In the listing below, locate the lines that hold "Atelier" and copy them.
---------- DATA RECORDS
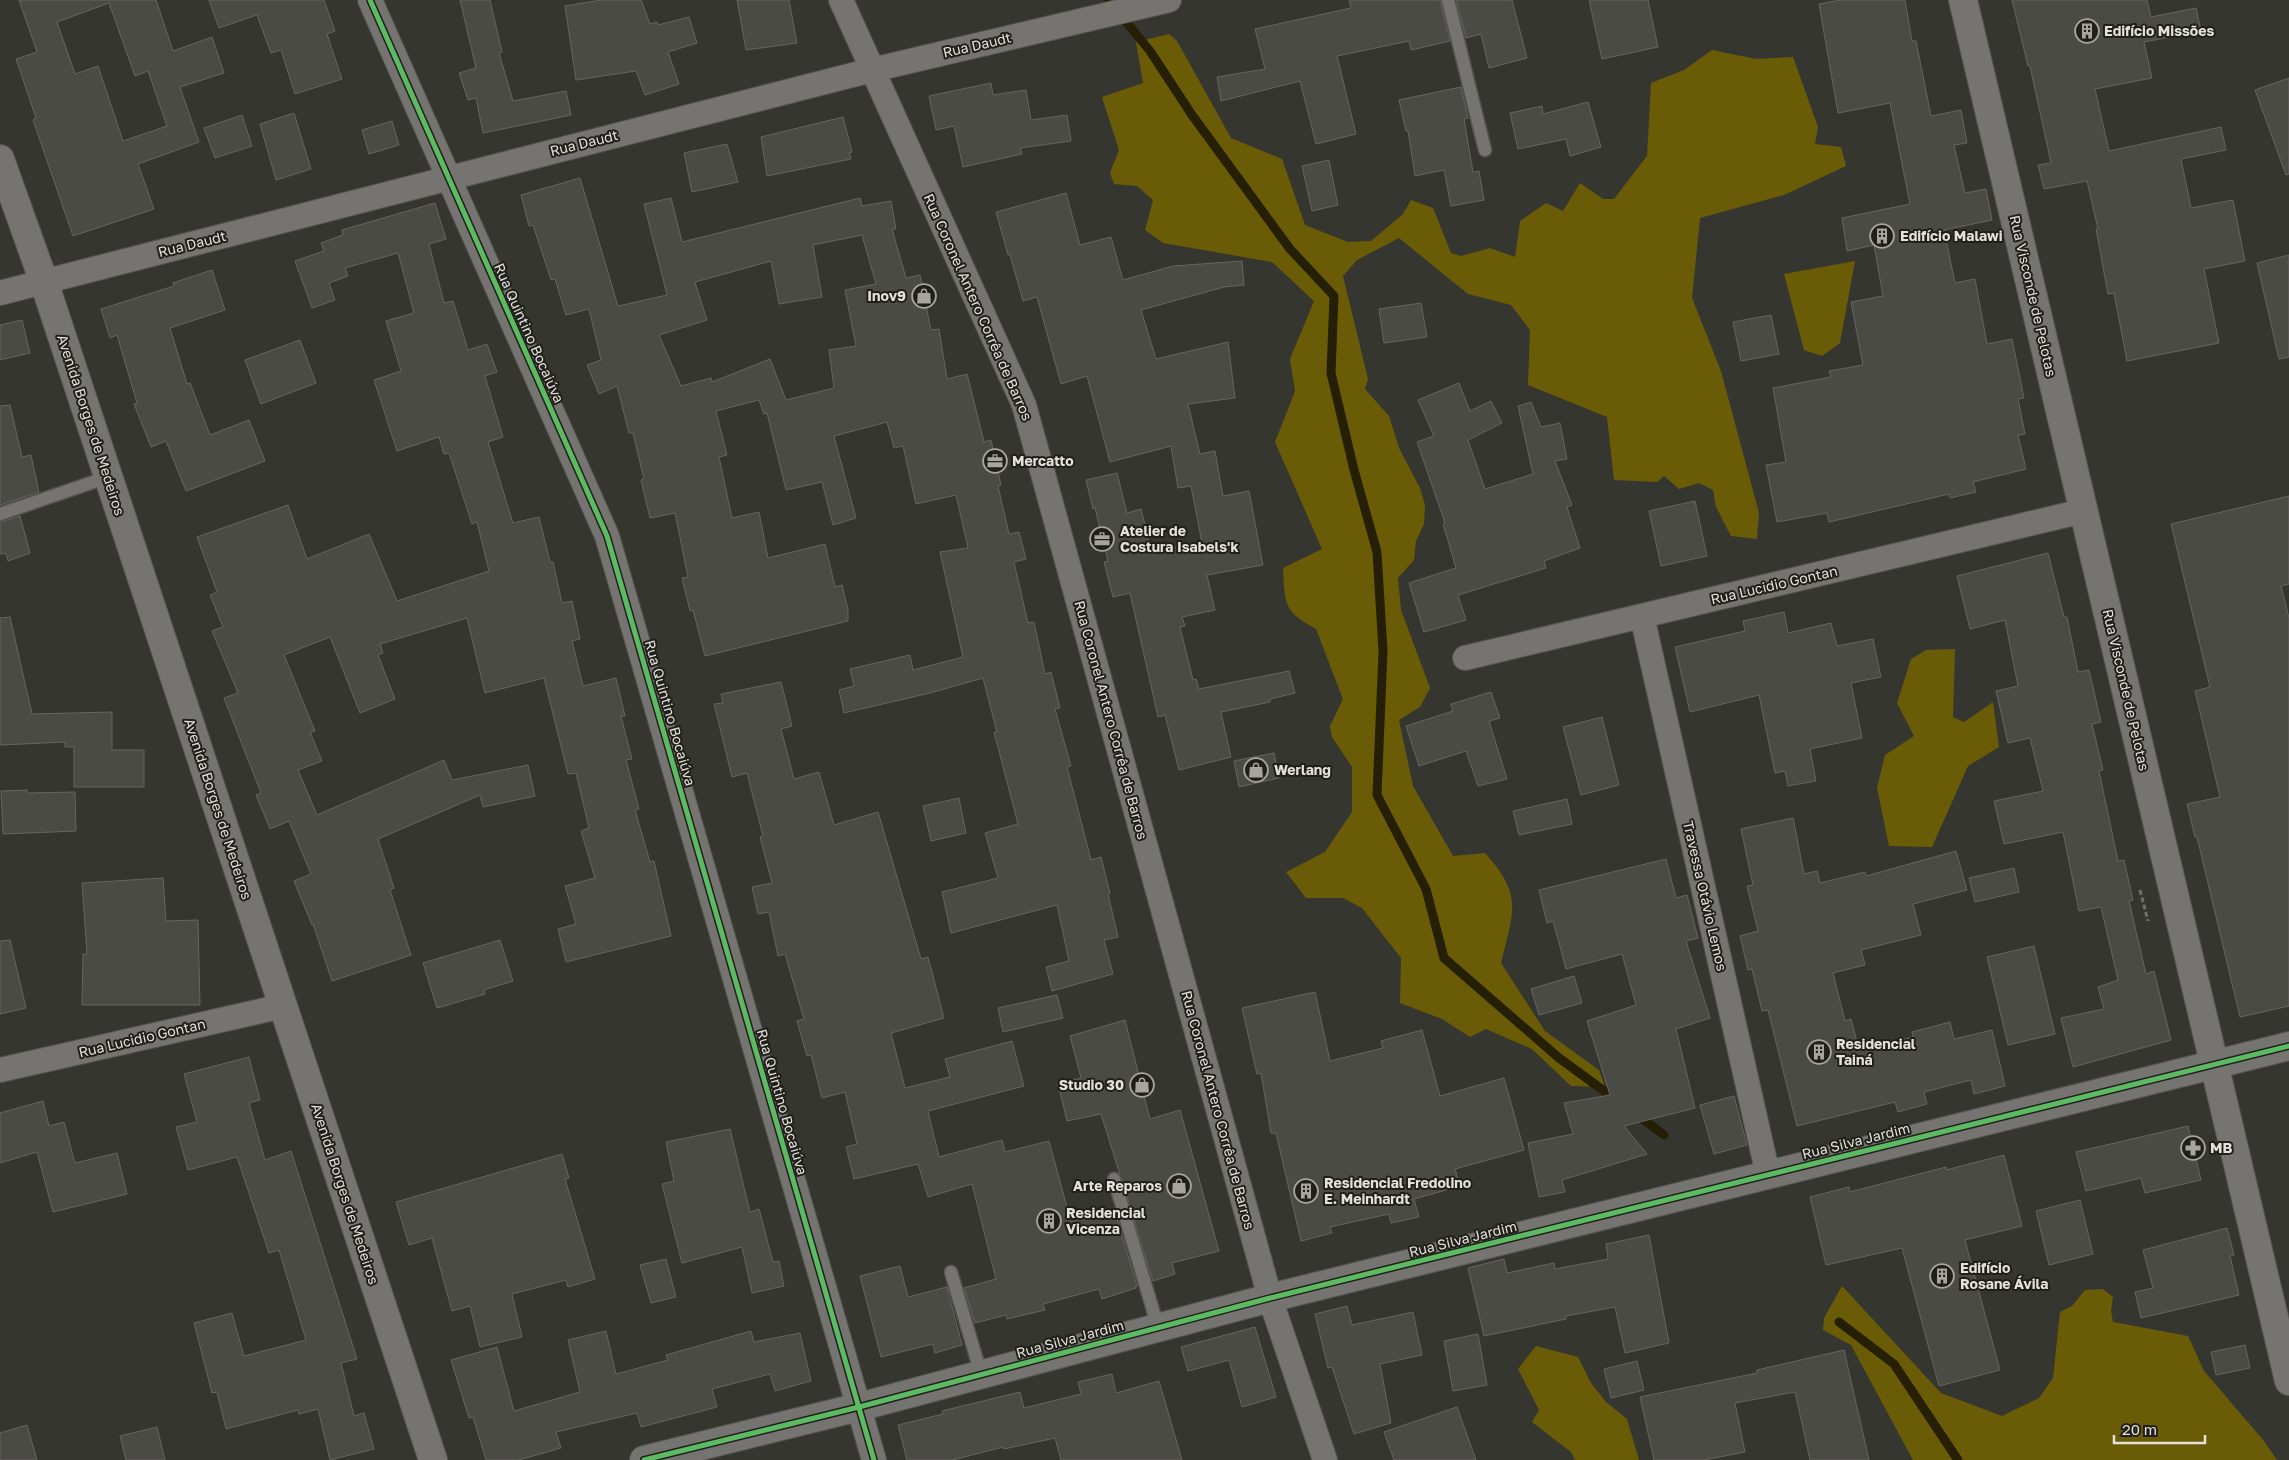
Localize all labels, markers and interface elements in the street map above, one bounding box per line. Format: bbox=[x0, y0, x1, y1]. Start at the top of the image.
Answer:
building icon: Edifício Missões bbox=[2074, 18, 2100, 44]
place label: Edifício Missões bbox=[2104, 22, 2214, 39]
street label: Rua Daudt bbox=[941, 28, 1013, 61]
street label: Rua Daudt bbox=[548, 126, 620, 159]
street label: Rua Coronel Antero Corrêa de Barros bbox=[921, 191, 1036, 423]
street label: Rua Visconde de Pelotas bbox=[2007, 213, 2060, 378]
building icon: Edifício Malawi bbox=[1869, 223, 1895, 249]
street label: Rua Daudt bbox=[156, 227, 228, 260]
place label: Edifício Malawi bbox=[1900, 227, 2003, 244]
street label: Rua Quintino Bocaiúva bbox=[491, 260, 568, 405]
shop icon: Inov9 bbox=[911, 283, 937, 309]
place label: Inov9 bbox=[867, 287, 906, 304]
street label: Avenida Borges de Medeiros bbox=[54, 332, 129, 518]
office icon: Mercatto bbox=[982, 448, 1008, 474]
place label: Mercatto bbox=[1012, 452, 1074, 469]
place label: Atelier de Costura Isabels'k bbox=[1120, 522, 1239, 555]
office icon: Atelier de Costura Isabels'k bbox=[1089, 526, 1115, 552]
street label: Rua Lucidio Gontan bbox=[1709, 562, 1839, 607]
street label: Rua Coronel Antero Corrêa de Barros bbox=[1071, 599, 1152, 841]
street label: Rua Visconde de Pelotas bbox=[2100, 607, 2153, 772]
street label: Rua Quintino Bocaiúva bbox=[642, 638, 699, 788]
street label: Avenida Borges de Medeiros bbox=[181, 716, 256, 902]
shop icon: Werlang bbox=[1243, 757, 1269, 783]
place label: Werlang bbox=[1274, 761, 1331, 778]
street label: Travessa Otávio Lemos bbox=[1680, 819, 1731, 973]
street label: Rua Coronel Antero Corrêa de Barros bbox=[1178, 989, 1259, 1231]
street label: Rua Lucidio Gontan bbox=[77, 1015, 207, 1060]
street label: Rua Quintino Bocaiúva bbox=[754, 1027, 811, 1177]
place label: Residencial Tainá bbox=[1836, 1035, 1916, 1068]
building icon: Residencial Tainá bbox=[1806, 1039, 1832, 1065]
shop icon: Studio 30 bbox=[1129, 1072, 1155, 1098]
place label: Studio 30 bbox=[1059, 1076, 1124, 1093]
street label: Avenida Borges de Medeiros bbox=[308, 1101, 383, 1287]
street label: Rua Silva Jardim bbox=[1800, 1119, 1912, 1162]
pharmacy icon: MB bbox=[2180, 1135, 2206, 1161]
place label: MB bbox=[2210, 1139, 2232, 1156]
shop icon: Arte Reparos bbox=[1166, 1173, 1192, 1199]
place label: Residencial Fredolino E. Meinhardt bbox=[1324, 1174, 1471, 1207]
place label: Arte Reparos bbox=[1073, 1177, 1162, 1194]
building icon: Residencial Fredolino E. Meinhardt bbox=[1293, 1178, 1319, 1204]
place label: Residencial Vicenza bbox=[1066, 1204, 1146, 1237]
building icon: Residencial Vicenza bbox=[1036, 1208, 1062, 1234]
street label: Rua Silva Jardim bbox=[1407, 1217, 1519, 1260]
place label: Edifício Rosane Ávila bbox=[1960, 1259, 2048, 1292]
building icon: Edifício Rosane Ávila bbox=[1929, 1263, 1955, 1289]
street label: Rua Silva Jardim bbox=[1014, 1316, 1125, 1361]
scale bar bbox=[2114, 1412, 2205, 1444]
text: 20 m bbox=[2122, 1420, 2157, 1438]

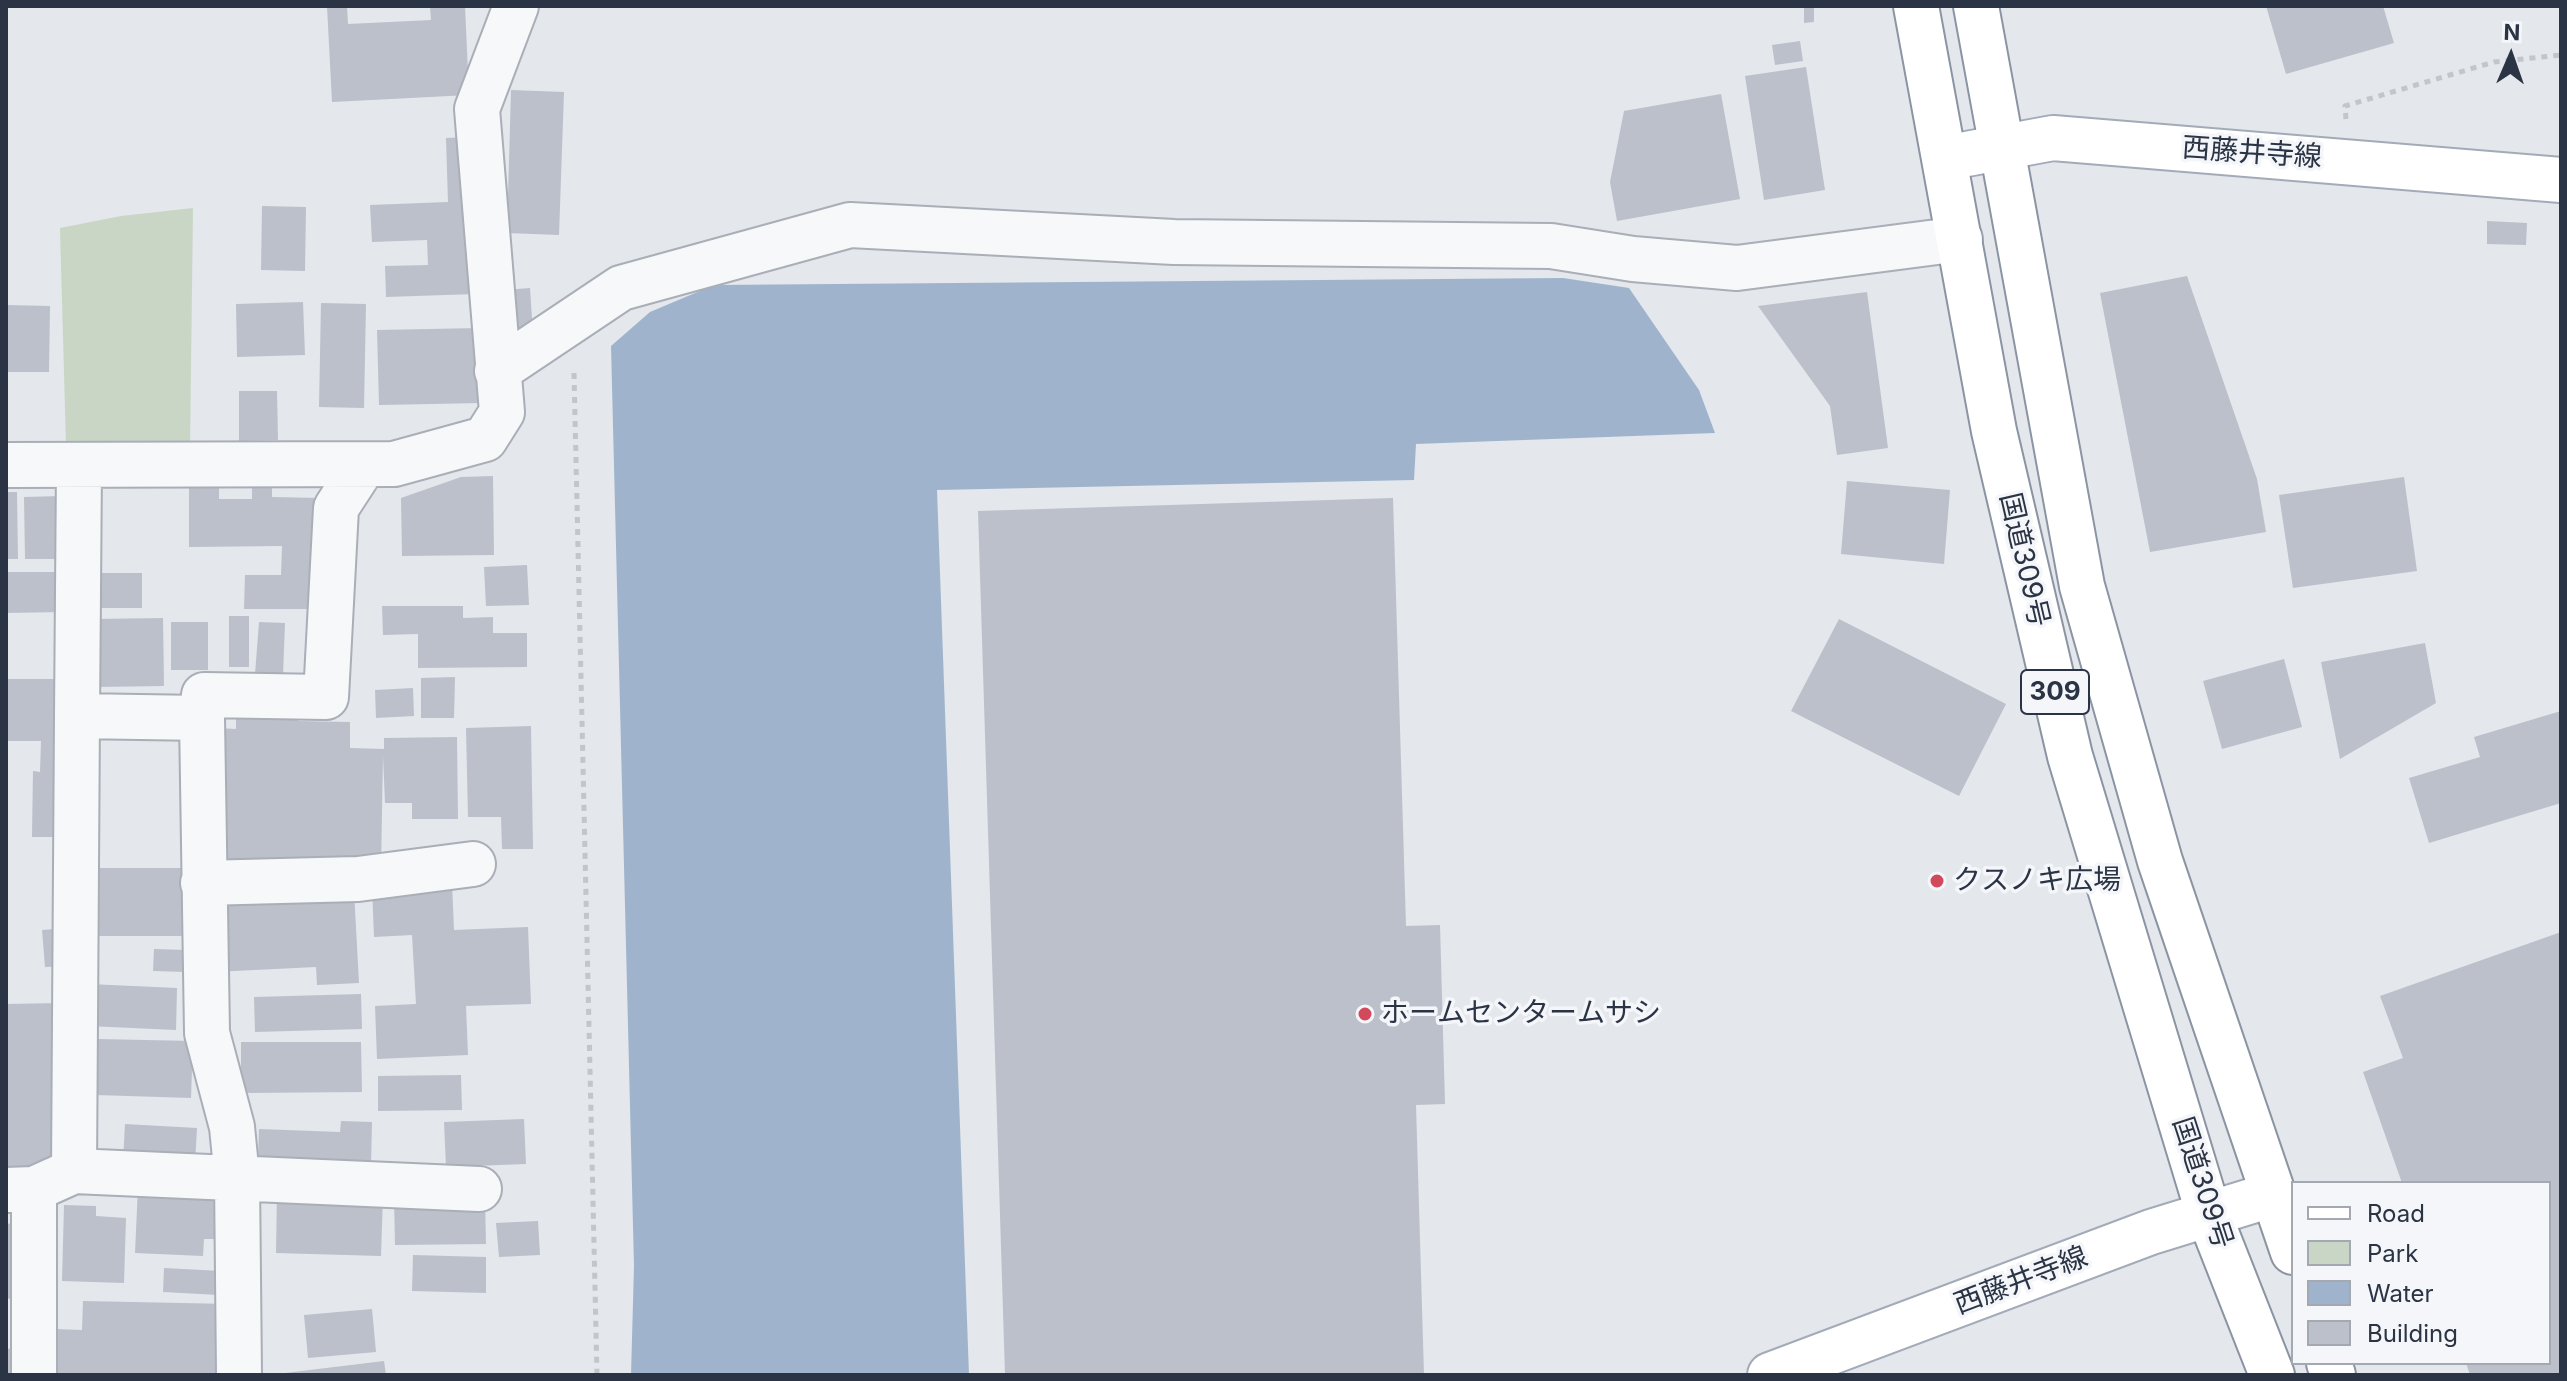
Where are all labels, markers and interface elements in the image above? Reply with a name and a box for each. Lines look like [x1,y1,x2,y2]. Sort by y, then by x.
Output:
north arrow [2471,16,2551,96]
text: N [2503,19,2521,45]
street label: 西藤井寺線 [2181,131,2323,175]
street label: 国道309号 [1992,490,2056,630]
road number: 309 [2021,670,2089,714]
place label: クスノキ広場 [1953,864,2121,898]
marker: クスノキ広場 [1928,872,1946,890]
place label: ホームセンタームサシ [1381,997,1661,1031]
marker: ホームセンタームサシ [1356,1005,1374,1023]
street label: 国道309号 [2165,1113,2239,1253]
legend [2291,1181,2551,1365]
text: Road [2367,1199,2425,1228]
text: Park [2367,1239,2418,1268]
street label: 西藤井寺線 [1950,1240,2092,1322]
text: Water [2367,1279,2434,1308]
text: Building [2367,1319,2458,1348]

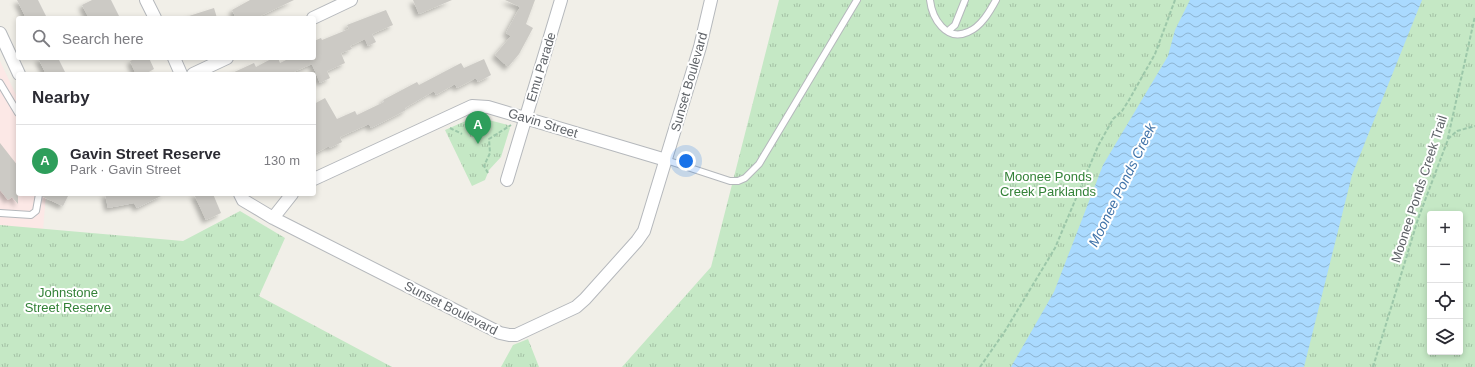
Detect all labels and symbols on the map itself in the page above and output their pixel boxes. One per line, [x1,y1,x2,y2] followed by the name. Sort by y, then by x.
[523,30,559,104] street label: Emu Parade
[668,31,710,133] street label: Sunset Boulevard
[506,105,580,141] street label: Gavin Street
[465,111,491,144] pin: A
[1388,113,1450,265] street label: Moonee Ponds Creek Trail
[1085,120,1159,249] water label: Moonee Ponds Creek
[676,151,696,171] your location
[1000,169,1097,199] park label: Moonee Ponds Creek Parklands
[402,278,500,338] street label: Sunset Boulevard
[25,285,111,315] park label: Johnstone Street Reserve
--------------------
PROBLEM SOLUTION →
place label: Atelier de Costura Isabels'k bbox=[1120, 522, 1239, 555]
office icon: Atelier de Costura Isabels'k bbox=[1089, 526, 1115, 552]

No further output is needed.